▶ EXERCISE DETAILS
Every line with the string "Staszica" should be copied from the data.

Collected data entries:
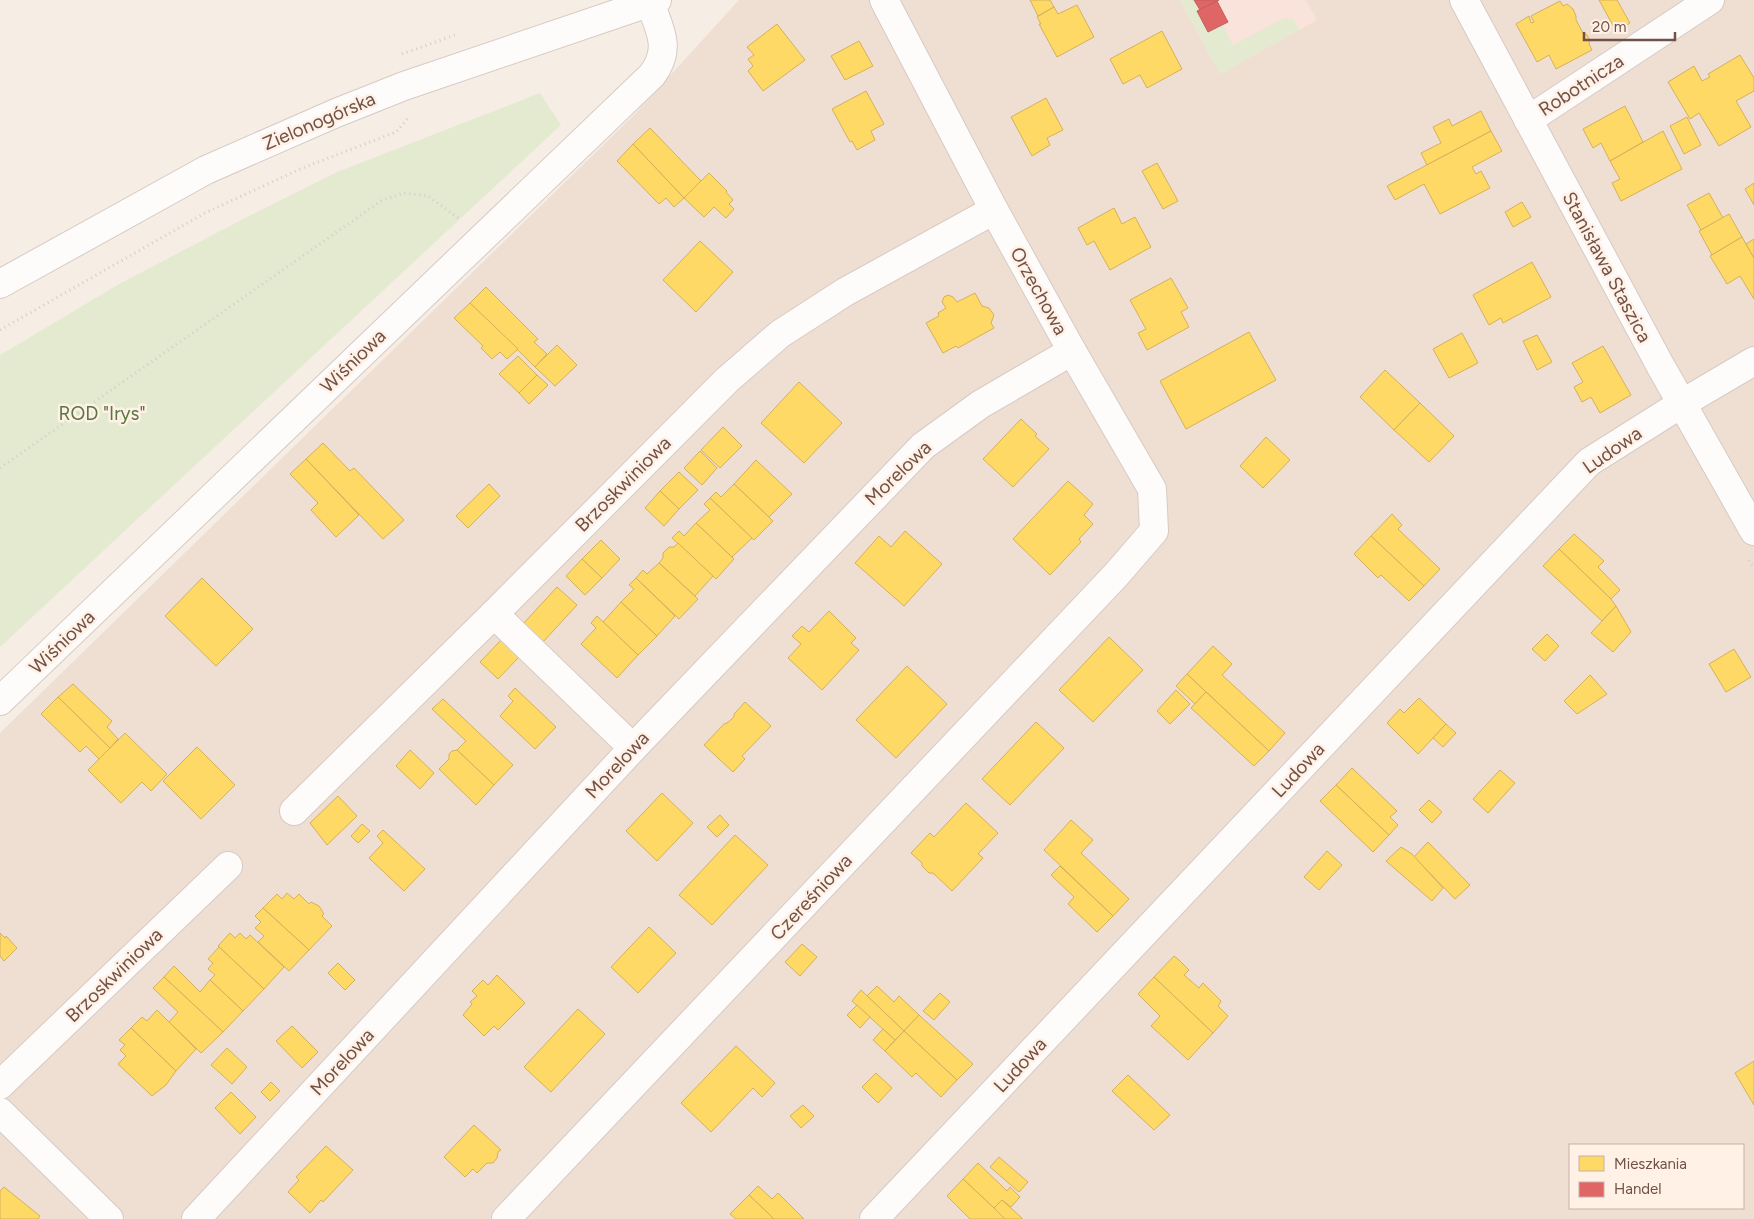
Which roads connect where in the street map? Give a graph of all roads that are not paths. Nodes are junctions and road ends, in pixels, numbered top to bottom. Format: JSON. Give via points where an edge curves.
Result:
{"nodes":[{"id":1,"x":884,"y":0,"type":"edge"},
{"id":2,"x":1464,"y":0,"type":"edge"},
{"id":3,"x":1710,"y":0,"type":"edge"},
{"id":4,"x":654,"y":2,"type":"edge"},
{"id":5,"x":1528,"y":120,"type":"junction"},
{"id":6,"x":994,"y":210,"type":"junction"},
{"id":7,"x":0,"y":284,"type":"edge"},
{"id":8,"x":1072,"y":351,"type":"junction"},
{"id":9,"x":1754,"y":361,"type":"edge"},
{"id":10,"x":1682,"y":404,"type":"junction"},
{"id":11,"x":1754,"y":531,"type":"edge"},
{"id":12,"x":1116,"y":575,"type":"joint"},
{"id":13,"x":494,"y":614,"type":"junction"},
{"id":14,"x":0,"y":701,"type":"edge"},
{"id":15,"x":633,"y":748,"type":"junction"},
{"id":16,"x":294,"y":811,"type":"dead end"},
{"id":17,"x":228,"y":866,"type":"dead end"},
{"id":18,"x":0,"y":1085,"type":"edge"},
{"id":19,"x":0,"y":1112,"type":"edge"},
{"id":20,"x":109,"y":1219,"type":"edge"},
{"id":21,"x":196,"y":1219,"type":"edge"},
{"id":22,"x":506,"y":1219,"type":"edge"},
{"id":23,"x":874,"y":1219,"type":"edge"}],
"edges":[{"from":1,"to":6,"type":"street","name":"Orzechowa"},
{"from":2,"to":5,"type":"street","name":"Stanisława Staszica"},
{"from":3,"to":5,"type":"street","name":"Robotnicza"},
{"from":4,"to":7,"type":"street","name":"Zielonogórska","via":[[404,86],[336,113],[206,170]]},
{"from":4,"to":14,"type":"street","name":"Wiśniowa","via":[[663,42],[661,60],[652,75]]},
{"from":5,"to":10,"type":"street","name":"Stanisława Staszica"},
{"from":6,"to":8,"type":"street","name":"Orzechowa"},
{"from":6,"to":13,"type":"street","name":"Brzoskwiniowa","via":[[845,292],[780,334],[726,380]]},
{"from":8,"to":12,"type":"street","name":"Orzechowa","via":[[1152,489],[1154,531]]},
{"from":8,"to":15,"type":"street","name":"Morelowa","via":[[981,404],[923,446]]},
{"from":9,"to":10,"type":"street","name":"Ludowa"},
{"from":10,"to":11,"type":"street","name":"Stanisława Staszica"},
{"from":10,"to":23,"type":"street","name":"Ludowa","via":[[1589,462]]},
{"from":12,"to":22,"type":"street","name":"Czereśniowa"},
{"from":13,"to":15,"type":"street"},
{"from":13,"to":16,"type":"street","name":"Brzoskwiniowa"},
{"from":15,"to":21,"type":"street","name":"Morelowa"},
{"from":17,"to":18,"type":"street","name":"Brzoskwiniowa"},
{"from":19,"to":20,"type":"street"}]}
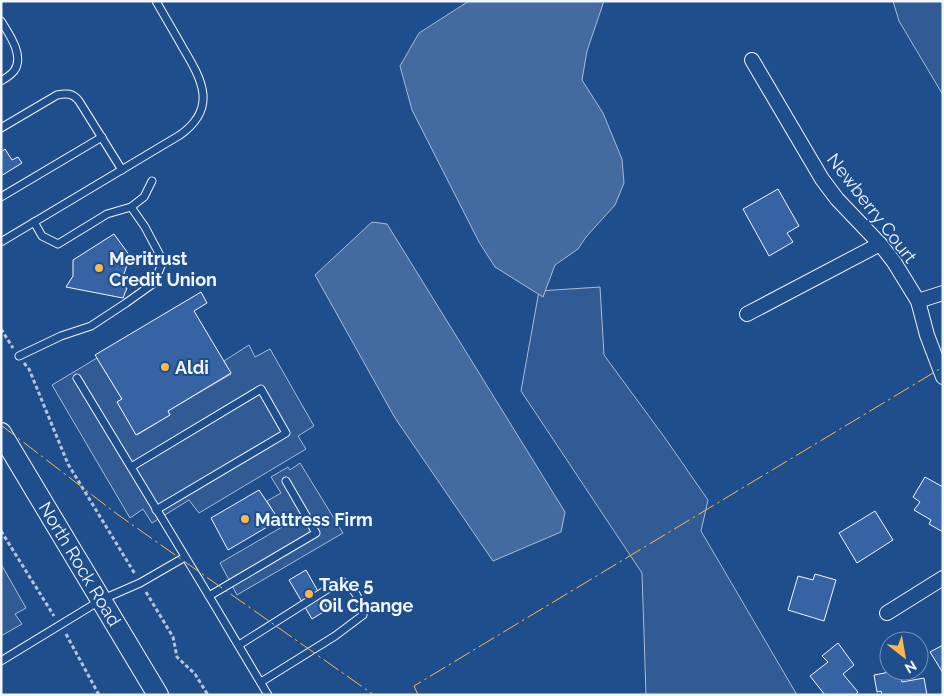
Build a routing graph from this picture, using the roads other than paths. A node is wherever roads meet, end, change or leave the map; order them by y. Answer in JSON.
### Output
{"nodes":[{"id":1,"x":156,"y":1,"type":"edge"},
{"id":2,"x":1,"y":21,"type":"edge"},
{"id":3,"x":752,"y":60,"type":"dead end"},
{"id":4,"x":1,"y":81,"type":"edge"},
{"id":5,"x":1,"y":128,"type":"edge"},
{"id":6,"x":102,"y":137,"type":"junction"},
{"id":7,"x":122,"y":170,"type":"junction"},
{"id":8,"x":152,"y":182,"type":"dead end"},
{"id":9,"x":1,"y":197,"type":"edge"},
{"id":10,"x":131,"y":207,"type":"junction"},
{"id":11,"x":34,"y":222,"type":"junction"},
{"id":12,"x":1,"y":242,"type":"edge"},
{"id":13,"x":880,"y":244,"type":"junction"},
{"id":14,"x":943,"y":293,"type":"edge"},
{"id":15,"x":918,"y":301,"type":"junction"},
{"id":16,"x":747,"y":314,"type":"dead end"},
{"id":17,"x":19,"y":356,"type":"road end"},
{"id":18,"x":943,"y":377,"type":"edge"},
{"id":19,"x":77,"y":378,"type":"dead end"},
{"id":20,"x":1,"y":433,"type":"edge"},
{"id":21,"x":130,"y":467,"type":"junction"},
{"id":22,"x":286,"y":482,"type":"dead end"},
{"id":23,"x":156,"y":510,"type":"junction"},
{"id":24,"x":185,"y":557,"type":"junction"},
{"id":25,"x":943,"y":578,"type":"edge"},
{"id":26,"x":209,"y":596,"type":"junction"},
{"id":27,"x":101,"y":600,"type":"junction"},
{"id":28,"x":888,"y":613,"type":"dead end"},
{"id":29,"x":239,"y":645,"type":"junction"},
{"id":30,"x":1,"y":661,"type":"edge"},
{"id":31,"x":261,"y":682,"type":"junction"},
{"id":32,"x":158,"y":695,"type":"edge"},
{"id":33,"x":268,"y":695,"type":"edge"}],
"edges":[{"from":1,"to":7,"type":"lane"},
{"from":2,"to":4,"type":"lane"},
{"from":3,"to":13,"type":"street","name":"Newberry Court"},
{"from":5,"to":6,"type":"lane"},
{"from":6,"to":7,"type":"lane"},
{"from":6,"to":9,"type":"lane"},
{"from":7,"to":11,"type":"lane"},
{"from":8,"to":10,"type":"lane"},
{"from":10,"to":11,"type":"lane"},
{"from":10,"to":17,"type":"lane"},
{"from":11,"to":12,"type":"lane"},
{"from":13,"to":15,"type":"street","name":"Newberry Court"},
{"from":13,"to":16,"type":"street"},
{"from":14,"to":15,"type":"street"},
{"from":15,"to":18,"type":"street","name":"Newberry Court"},
{"from":19,"to":21,"type":"lane"},
{"from":20,"to":27,"type":"main road","name":"North Rock Road"},
{"from":21,"to":23,"type":"lane"},
{"from":21,"to":23,"type":"lane"},
{"from":22,"to":26,"type":"lane"},
{"from":23,"to":24,"type":"lane"},
{"from":24,"to":26,"type":"lane"},
{"from":24,"to":27,"type":"lane"},
{"from":25,"to":28,"type":"street"},
{"from":26,"to":29,"type":"lane"},
{"from":27,"to":30,"type":"lane"},
{"from":27,"to":32,"type":"main road","name":"North Rock Road"},
{"from":29,"to":31,"type":"lane"},
{"from":29,"to":31,"type":"lane"},
{"from":31,"to":33,"type":"lane"}]}
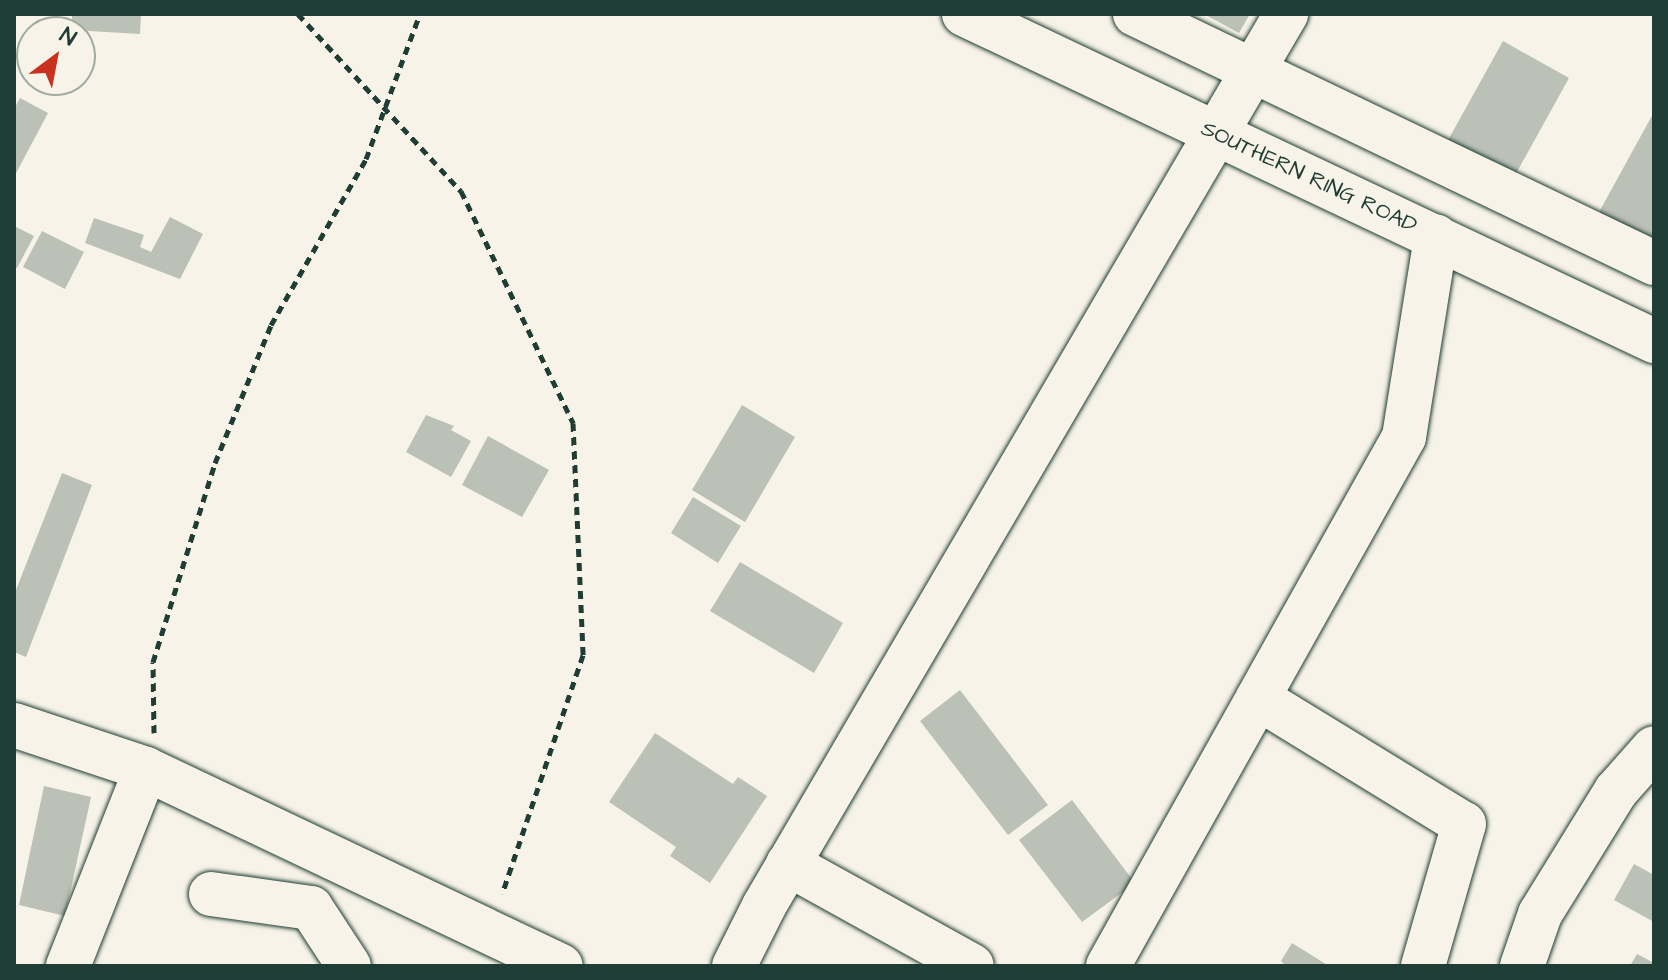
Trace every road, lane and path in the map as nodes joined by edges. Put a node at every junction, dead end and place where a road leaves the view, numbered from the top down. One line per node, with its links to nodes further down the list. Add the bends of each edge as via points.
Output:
1 (298, 14): 7 (path)
2 (420, 14): 7 (path)
3 (964, 14): 8 (street, SOUTHERN RING ROAD)
4 (1135, 14): 6 (street)
5 (1286, 14): 6 (street)
6 (1253, 71): 8 (street); 10 (street)
7 (386, 109): 15 (path, via 366,159 271,325 215,463 153,662); 19 (path, via 461,191 573,423 583,655)
8 (1215, 132): 9 (street, SOUTHERN RING ROAD); 17 (street)
9 (1436, 237): 11 (street, SOUTHERN RING ROAD); 12 (street, via 1404,437)
10 (1654, 263)
11 (1654, 341)
12 (1258, 698): 26 (street); 27 (street, via 1464,824)
13 (14, 725): 15 (street)
14 (1654, 748): 28 (street, via 1616,791 1540,914)
15 (151, 771): 16 (street); 19 (street)
16 (128, 814): 20 (street); 21 (street, via 119,891)
17 (788, 864): 24 (street); 25 (street)
18 (211, 894): 22 (street, via 311,908)
19 (490, 932): 23 (street)
20 (68, 966)
21 (93, 966)
22 (349, 966)
23 (561, 966)
24 (734, 966)
25 (972, 966)
26 (1108, 966)
27 (1423, 966)
28 (1522, 966)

▶ OUTPUT
{"from":2,"to":5,"type":"street","name":"Stanisława Staszica"},
{"from":5,"to":10,"type":"street","name":"Stanisława Staszica"},
{"from":10,"to":11,"type":"street","name":"Stanisława Staszica"},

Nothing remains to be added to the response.